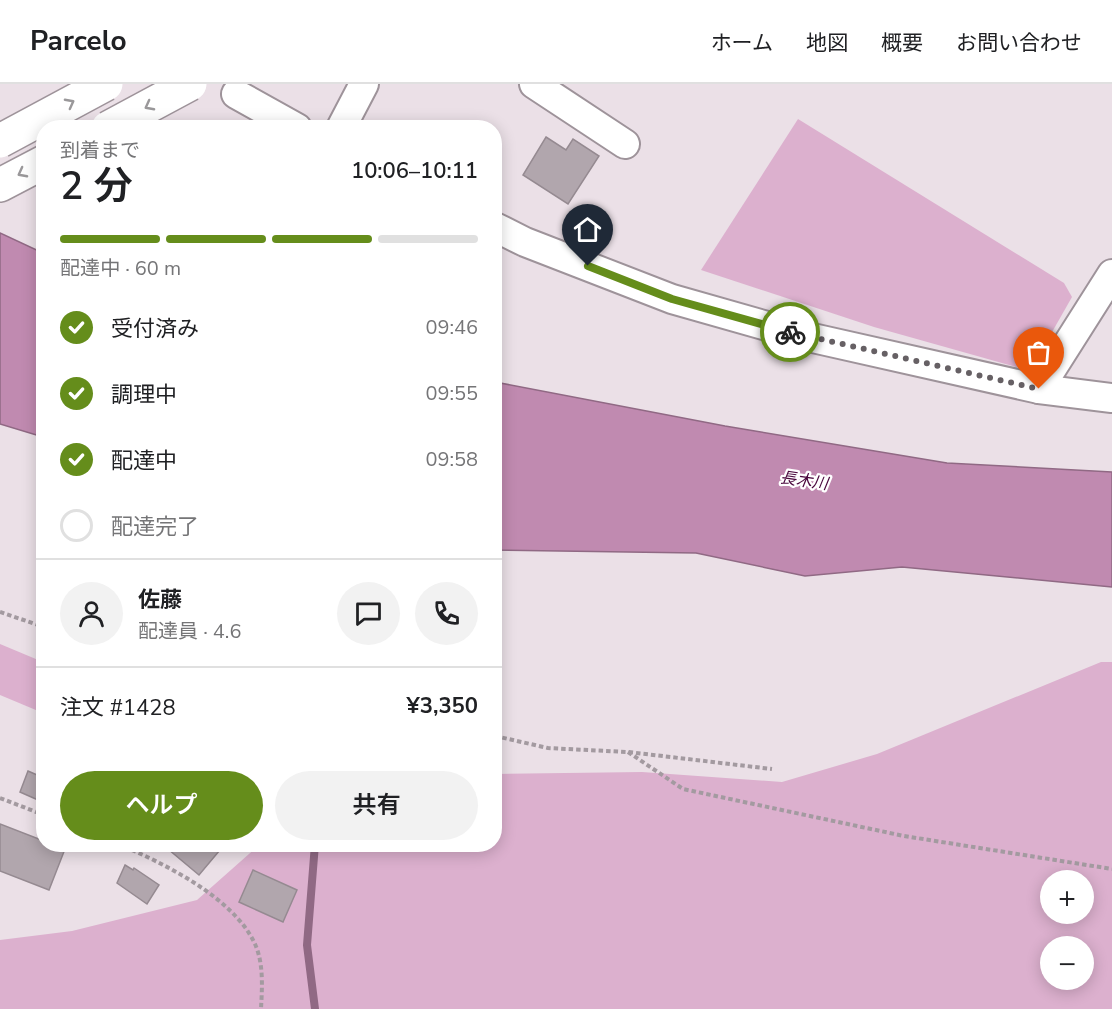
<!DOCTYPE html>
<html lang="ja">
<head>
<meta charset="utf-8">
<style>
  body { margin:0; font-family:"Nunito Sans","Noto Sans JP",sans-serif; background:#f2f2f2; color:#202124; height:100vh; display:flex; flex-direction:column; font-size:22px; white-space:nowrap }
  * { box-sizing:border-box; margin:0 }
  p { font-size:20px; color:#757577 }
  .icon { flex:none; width:33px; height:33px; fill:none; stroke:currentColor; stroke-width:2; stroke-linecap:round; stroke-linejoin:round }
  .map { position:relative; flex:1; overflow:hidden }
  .sheet { position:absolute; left:36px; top:36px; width:466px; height:732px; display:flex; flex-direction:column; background:#fff; border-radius:24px; box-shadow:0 3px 15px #0003 }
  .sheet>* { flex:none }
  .controls { position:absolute; left:1040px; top:786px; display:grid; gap:12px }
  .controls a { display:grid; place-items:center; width:54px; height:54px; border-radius:50%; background:#fff; box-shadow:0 3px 15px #0003; font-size:30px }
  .pin { position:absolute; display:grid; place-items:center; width:51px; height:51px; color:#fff; margin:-62px -26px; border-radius:50% 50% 50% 0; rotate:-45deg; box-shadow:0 0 6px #0007 }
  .pin .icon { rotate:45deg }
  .courier { position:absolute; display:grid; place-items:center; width:60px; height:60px; margin:-30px; border:4px solid #658d1b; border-radius:50%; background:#fff; color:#222; box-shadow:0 2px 8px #0007 }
  .overview em { font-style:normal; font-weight:600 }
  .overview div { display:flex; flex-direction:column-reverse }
  .overview { display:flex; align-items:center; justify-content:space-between; height:102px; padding:0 24px }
  h1 { font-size:39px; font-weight:600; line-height:45px }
  .bar { display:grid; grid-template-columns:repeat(4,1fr); gap:9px 6px; align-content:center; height:72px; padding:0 24px }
  .bar i { height:8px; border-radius:4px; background:#e0e0e0 }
  .bar .current { background:#658d1b }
  .bar p { grid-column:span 4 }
  .line { display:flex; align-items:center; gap:15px; padding:0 24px; border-top:2px solid #e0e0e0 }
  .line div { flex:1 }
  .round { display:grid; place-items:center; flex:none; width:63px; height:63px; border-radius:32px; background:#f2f2f2 }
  ol { padding:0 24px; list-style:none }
  li { display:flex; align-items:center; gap:18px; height:66px }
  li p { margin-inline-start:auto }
  li .icon { padding:6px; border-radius:50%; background:#658d1b; color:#fff; stroke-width:4 }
  li:last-child { color:#757577 }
  li i { width:33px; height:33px; border:3px solid #e0e0e0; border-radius:50% }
  .primary-button { display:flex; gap:12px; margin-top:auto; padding:12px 24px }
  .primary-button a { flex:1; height:69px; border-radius:36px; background:#658d1b; color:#fff; font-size:24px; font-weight:600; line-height:69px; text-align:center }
  .primary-button a+a { background:#f2f2f2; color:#202124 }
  header { display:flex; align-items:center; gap:36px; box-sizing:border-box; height:84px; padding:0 30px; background:#fff; border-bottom:2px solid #e0e0e0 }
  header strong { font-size:28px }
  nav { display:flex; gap:33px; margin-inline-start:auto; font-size:21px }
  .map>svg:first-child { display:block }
  .green { fill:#dcb0ce; fill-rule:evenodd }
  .water { fill:#c08ab0; stroke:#906984; stroke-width:1.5 }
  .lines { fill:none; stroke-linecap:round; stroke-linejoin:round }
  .stream { stroke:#906984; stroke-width:8 }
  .building { fill:#b1a6ad; stroke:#958a91; stroke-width:1.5 }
  .minor-casing { stroke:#9e939a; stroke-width:32 }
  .tertiary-casing { stroke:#9e939a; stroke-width:36 }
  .path { stroke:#a39aa0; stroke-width:4; stroke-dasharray:4.5 3; stroke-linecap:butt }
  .minor { stroke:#fff; stroke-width:28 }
  .tertiary { stroke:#fff; stroke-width:33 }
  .tertiary-bridge-casing { stroke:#9e939a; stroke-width:36; stroke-linecap:butt }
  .tertiary-bridge { stroke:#fff; stroke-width:33 }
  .oneway { stroke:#9a989a }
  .done { stroke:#666064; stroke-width:6; stroke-dasharray:0 10.8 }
  .route { stroke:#658d1b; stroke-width:8 }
  .labels { text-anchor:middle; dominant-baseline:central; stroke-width:4.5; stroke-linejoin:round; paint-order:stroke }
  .water-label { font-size:16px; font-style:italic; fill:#49063c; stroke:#fff }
</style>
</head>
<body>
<header>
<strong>Parcelo</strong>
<nav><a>ホーム</a><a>地図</a><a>概要</a><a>お問い合わせ</a></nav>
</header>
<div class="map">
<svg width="1112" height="925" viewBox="0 0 1112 925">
  <rect width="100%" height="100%" fill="#ebe0e7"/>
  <g class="green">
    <polygon points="798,35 1064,199 1072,213 1035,278 1023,285 874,243 701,186"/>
    <polygon points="0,560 43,578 43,629 0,611"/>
    <path d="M1101,578H1112V925H0V856L72,847L197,816L259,761L495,760V690L642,688L782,698L877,670ZM1050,796H1083V830H1050ZM1050,862H1083V896H1050Z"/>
  </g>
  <g class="water">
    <polygon points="0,149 43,169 43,353 0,340"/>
    <polygon points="495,298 725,342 947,379 1112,388 1112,503 902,483 805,492 696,469 495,466"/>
  </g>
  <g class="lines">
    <polyline class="stream" points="315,760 307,861 315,925"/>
  </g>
  <g class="building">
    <polygon points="546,53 566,66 573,55 599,72 568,120 523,91"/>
    <polygon points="28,687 44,694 44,703 38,716 20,708"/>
    <polygon points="0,740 44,757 44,760 53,760 65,765 49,806 0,787"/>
    <polygon points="162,760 225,760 199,791"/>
    <polygon points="125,781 133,786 134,784 159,801 147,820 117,799"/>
    <polygon points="253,786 297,806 283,838 239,818"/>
  </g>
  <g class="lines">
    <defs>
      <g id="minor">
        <polyline points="534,0 625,60"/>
        <polyline points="236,10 297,44"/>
        <polyline points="341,44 364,0"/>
        <polyline points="495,143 525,158 672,215 795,250 1039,305 1112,314"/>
        <polyline points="1039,305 1112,190"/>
      </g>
      <polyline id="tertiary" points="0,101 44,78"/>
    </defs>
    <use href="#minor" class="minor-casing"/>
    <use href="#tertiary" class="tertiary-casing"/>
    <g class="path">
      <polyline points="0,528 44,543"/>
      <polyline points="495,652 548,664 628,668 772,685"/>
      <polyline points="628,668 683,705 904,752 1112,785"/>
      <polyline points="0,714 44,731"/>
      <path d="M118,760C164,779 234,814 255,860C264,880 262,905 261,925"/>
    </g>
    <use href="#minor" class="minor"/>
    <use href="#tertiary" class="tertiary"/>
    <defs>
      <g id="tertiary-bridge">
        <polyline points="108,44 190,0"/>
        <polyline points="0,57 106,0"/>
      </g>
    </defs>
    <use href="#tertiary-bridge" class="tertiary-bridge-casing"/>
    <use href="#tertiary-bridge" class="tertiary-bridge"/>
  </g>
  <defs><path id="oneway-chevron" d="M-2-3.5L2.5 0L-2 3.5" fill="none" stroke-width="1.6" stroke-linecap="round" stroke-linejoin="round" transform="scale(1.5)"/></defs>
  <g class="oneway">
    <use href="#oneway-chevron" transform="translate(70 19) rotate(-28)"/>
    <use href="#oneway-chevron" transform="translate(149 22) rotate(152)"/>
    <use href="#oneway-chevron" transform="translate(22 89) rotate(152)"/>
  </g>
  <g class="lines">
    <polyline class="done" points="790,248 1039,305"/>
    <polyline class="route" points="588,182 672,215 790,248"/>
  </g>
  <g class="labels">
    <g class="water-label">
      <text transform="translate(804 397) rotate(8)">長木川</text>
    </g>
  </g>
</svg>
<div class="controls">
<a>+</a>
<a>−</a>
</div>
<div class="pin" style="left:1039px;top:305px;background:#ea580c"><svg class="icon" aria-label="bag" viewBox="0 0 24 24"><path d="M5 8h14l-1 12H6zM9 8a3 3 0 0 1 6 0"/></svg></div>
<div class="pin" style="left:588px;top:182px;background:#1f2937"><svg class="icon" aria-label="home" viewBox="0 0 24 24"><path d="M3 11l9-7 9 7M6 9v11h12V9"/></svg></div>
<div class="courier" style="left:790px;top:248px"><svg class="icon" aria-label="bike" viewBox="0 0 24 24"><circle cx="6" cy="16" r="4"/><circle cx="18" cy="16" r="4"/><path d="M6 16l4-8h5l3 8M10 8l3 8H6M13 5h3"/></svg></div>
<section class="sheet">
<div class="overview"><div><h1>2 分</h1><p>到着まで</p></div><em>10:06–10:11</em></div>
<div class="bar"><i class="current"></i><i class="current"></i><i class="current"></i><i></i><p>配達中 · 60 m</p></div>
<ol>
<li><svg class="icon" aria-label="check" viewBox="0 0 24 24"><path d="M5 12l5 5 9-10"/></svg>受付済み<p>09:46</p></li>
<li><svg class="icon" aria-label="check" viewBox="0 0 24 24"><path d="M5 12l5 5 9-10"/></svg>調理中<p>09:55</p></li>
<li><svg class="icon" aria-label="check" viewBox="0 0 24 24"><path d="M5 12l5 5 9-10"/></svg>配達中<p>09:58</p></li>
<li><i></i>配達完了</li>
</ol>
<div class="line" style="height:108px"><a class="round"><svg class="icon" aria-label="person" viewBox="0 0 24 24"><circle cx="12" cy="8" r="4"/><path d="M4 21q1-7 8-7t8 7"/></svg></a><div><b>佐藤</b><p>配達員 · 4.6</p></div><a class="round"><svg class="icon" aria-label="chat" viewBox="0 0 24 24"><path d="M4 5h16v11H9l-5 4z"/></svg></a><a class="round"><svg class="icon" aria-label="phone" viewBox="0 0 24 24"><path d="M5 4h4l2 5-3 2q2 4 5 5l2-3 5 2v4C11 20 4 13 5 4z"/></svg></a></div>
<div class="line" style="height:78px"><div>注文 #1428</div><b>¥3,350</b></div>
<div class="primary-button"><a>ヘルプ</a><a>共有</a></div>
</section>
</div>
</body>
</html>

------------------------------

■ Problem
Copy out each line of the listing that holds "strong".

■ Task result
  header strong { font-size:28px }
<strong>Parcelo</strong>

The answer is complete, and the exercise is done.